Entre las sombras, un grupo de españoles se mueve a gran velocidad. Intentan sacar de allí, sin ser detectados, a una joven pakistaní que atiende al nombre de Natasha. No pueden dejarla en Idomeni: no tiene dinero, documentación, amigos ni familiares y no domina el inglés; de quedarse, tendría muchas posibilidades de acabar siendo devuelta a Turquía o quizá algo peor.
Sólo 24 horas antes, Natasha había tenido que trasladar su pequeña tienda de campaña a una zona vigilada del improvisado campamento. Durante meses había sufrido abusos, burlas, palizas y robos, principalmente por parte de sus compatriotas, por el único motivo de ser transexual. Casos como el suyo dan sentido a la semana del Orgullo Gay, que se está celebrando estos días en España y otros países para defender el fin de la persecución contra la diversidad sexual y de género. Su situación era límite.
“Tengo miedo, pero también tengo esperanzas”, decía entre lágrimas antes de subirse a un taxi junto a dos voluntarias con las que conseguiría burlar los controles y refugiarse en un piso franco mientras se intentaba tramitar su solicitud de asilo.
Acababa de ser aislada para evitar que siguieran abusando de ella y, sin embargo, no dejaba de sonreír. Cuando uno le preguntaba por sus problemas en Idomeni, señalaba a los chiquillos que correteaban cerca y decía: “Hay muchos niños que sufren y nadie piensa en ellos. Ellos sí que tienen problemas”.
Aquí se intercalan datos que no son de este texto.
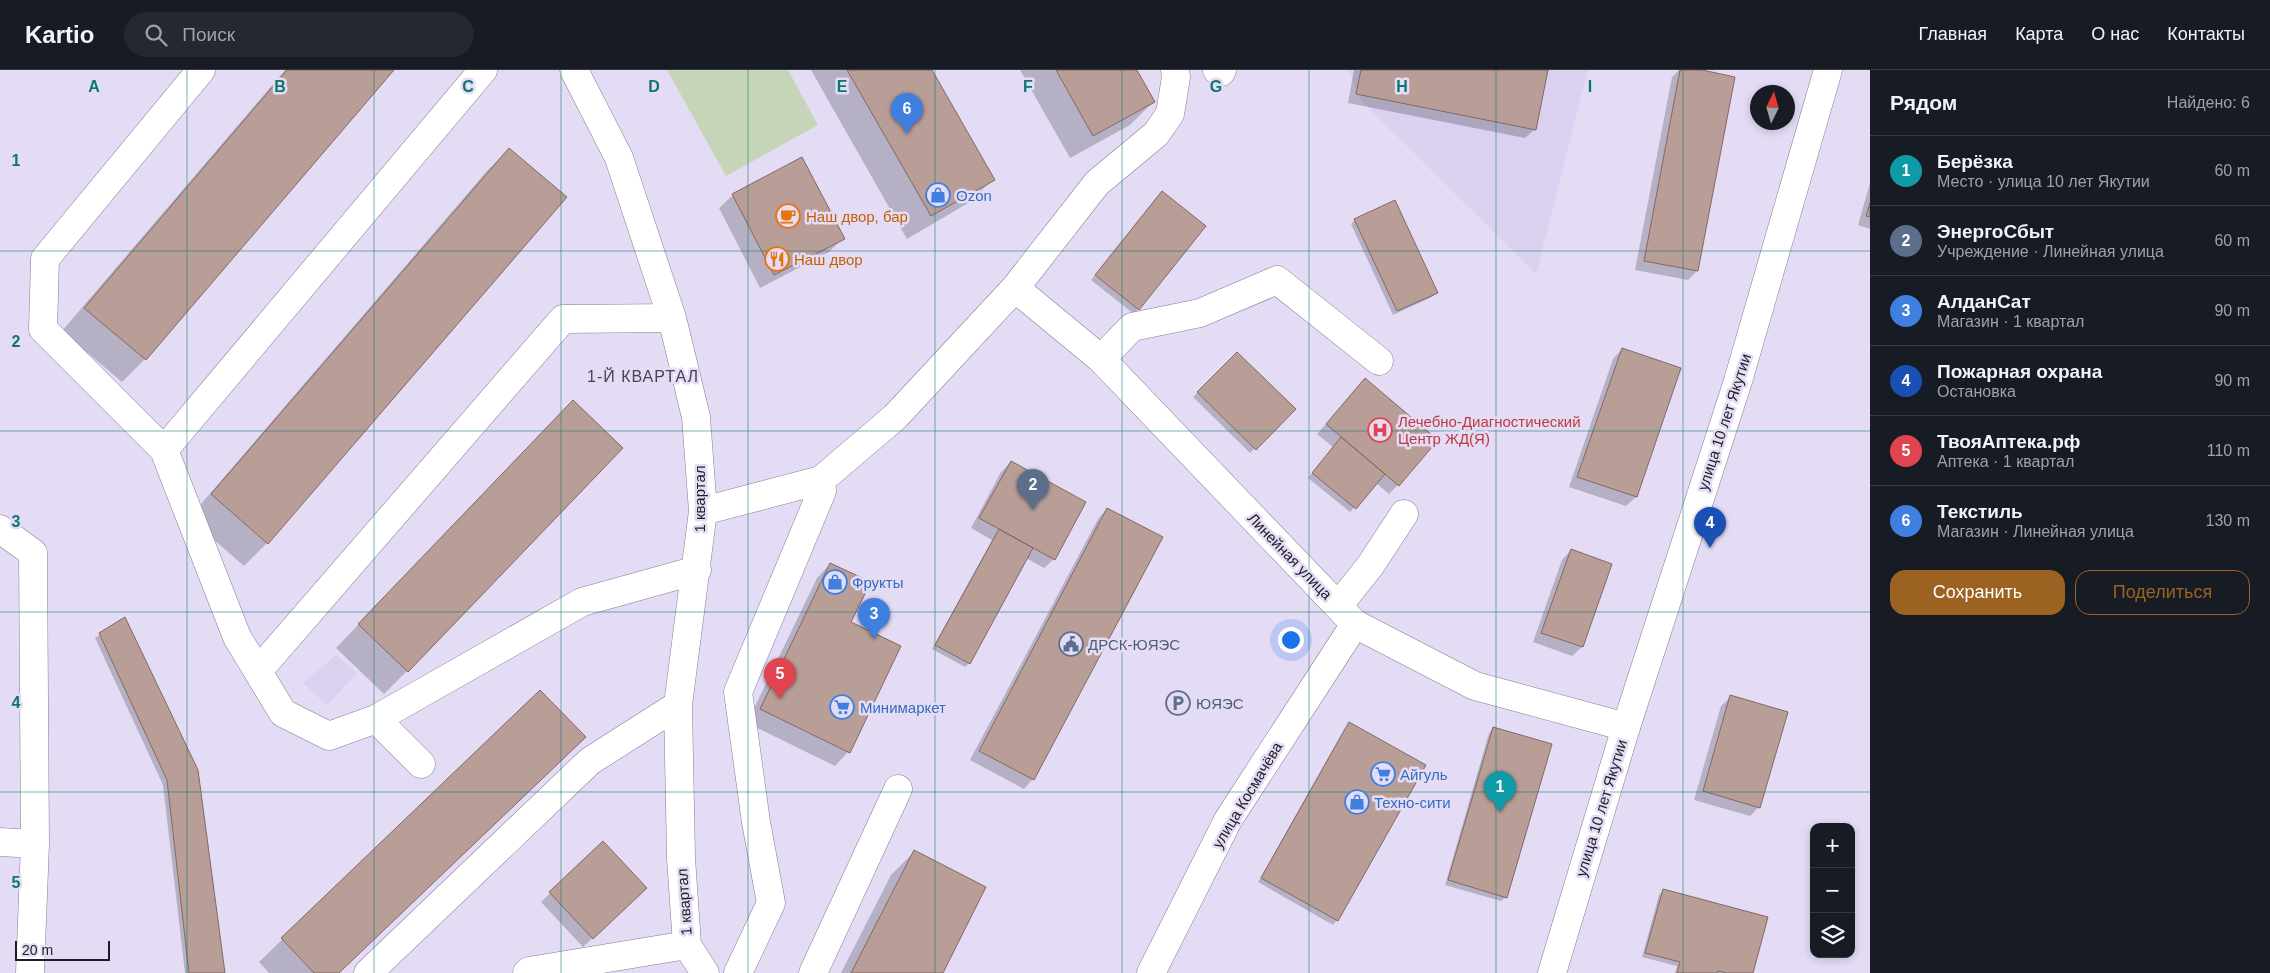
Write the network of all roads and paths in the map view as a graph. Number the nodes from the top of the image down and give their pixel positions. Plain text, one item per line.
1 (202, 70) edge
2 (483, 70) edge
3 (574, 70) edge
4 (1175, 70) edge
5 (1217, 70) edge
6 (1222, 70) edge
7 (1828, 70) edge
8 (1014, 288) junction
9 (672, 318) junction
10 (1101, 360) junction
11 (1379, 361) dead end
12 (164, 450) junction
13 (821, 480) junction
14 (703, 511) junction
15 (1404, 514) dead end
16 (0, 529) edge
17 (697, 570) junction
18 (1346, 615) junction
19 (258, 671) junction
20 (678, 705) junction
21 (376, 719) junction
22 (1626, 727) junction
23 (421, 764) dead end
24 (898, 789) dead end
25 (0, 842) edge
26 (36, 844) junction
27 (687, 945) junction
28 (30, 973) edge
29 (368, 973) edge
30 (527, 973) edge
31 (705, 973) edge
32 (738, 973) edge
33 (813, 973) edge
34 (1151, 973) edge
35 (1552, 973) edge

1 - 12 street
2 - 12 street
3 - 9 street, 1 квартал
4 - 8 street
5 - 6 street
7 - 22 street, улица 10 лет Якутии
8 - 10 street, Линейная улица
8 - 13 street
9 - 14 street, 1 квартал
9 - 19 street
10 - 11 street
10 - 18 street, Линейная улица
12 - 19 street
13 - 14 street
13 - 32 street
14 - 17 street, 1 квартал
15 - 18 street, улица Космачёва
16 - 26 street
17 - 20 street, 1 квартал
17 - 21 street
18 - 22 street, Линейная улица
18 - 34 street, улица Космачёва
19 - 21 street
20 - 27 street, 1 квартал
20 - 29 street
21 - 23 street
22 - 35 street, улица 10 лет Якутии
24 - 33 street
25 - 26 street
26 - 28 street
27 - 30 street
27 - 31 street, 1 квартал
Natasha, maquillada antes de salir de Pakistán, y, a la derecha, en el campo de refugiados de Idomeni, en Grecia. ÁLBUM FAMILIAR / JESÚS BLASCO DE AVELLANEDA
¿Cómo definiría, en una sola palabra, su vida en los campamentos?, le preguntamos. “Soledad. Me siento sola, muy sola. No siento que ésta sea yo“, susurraba con la mirada puesta en la alambrada de una frontera que le cerraron en las narices y que la dejó bloqueada durante meses en el norte de Grecia. Cada noche dormía entre el fango abrazada a sus pocas pertenencias y rezando para que no entraran a pegarle o a intentar violarla, algo que ocurría con demasiada frecuencia.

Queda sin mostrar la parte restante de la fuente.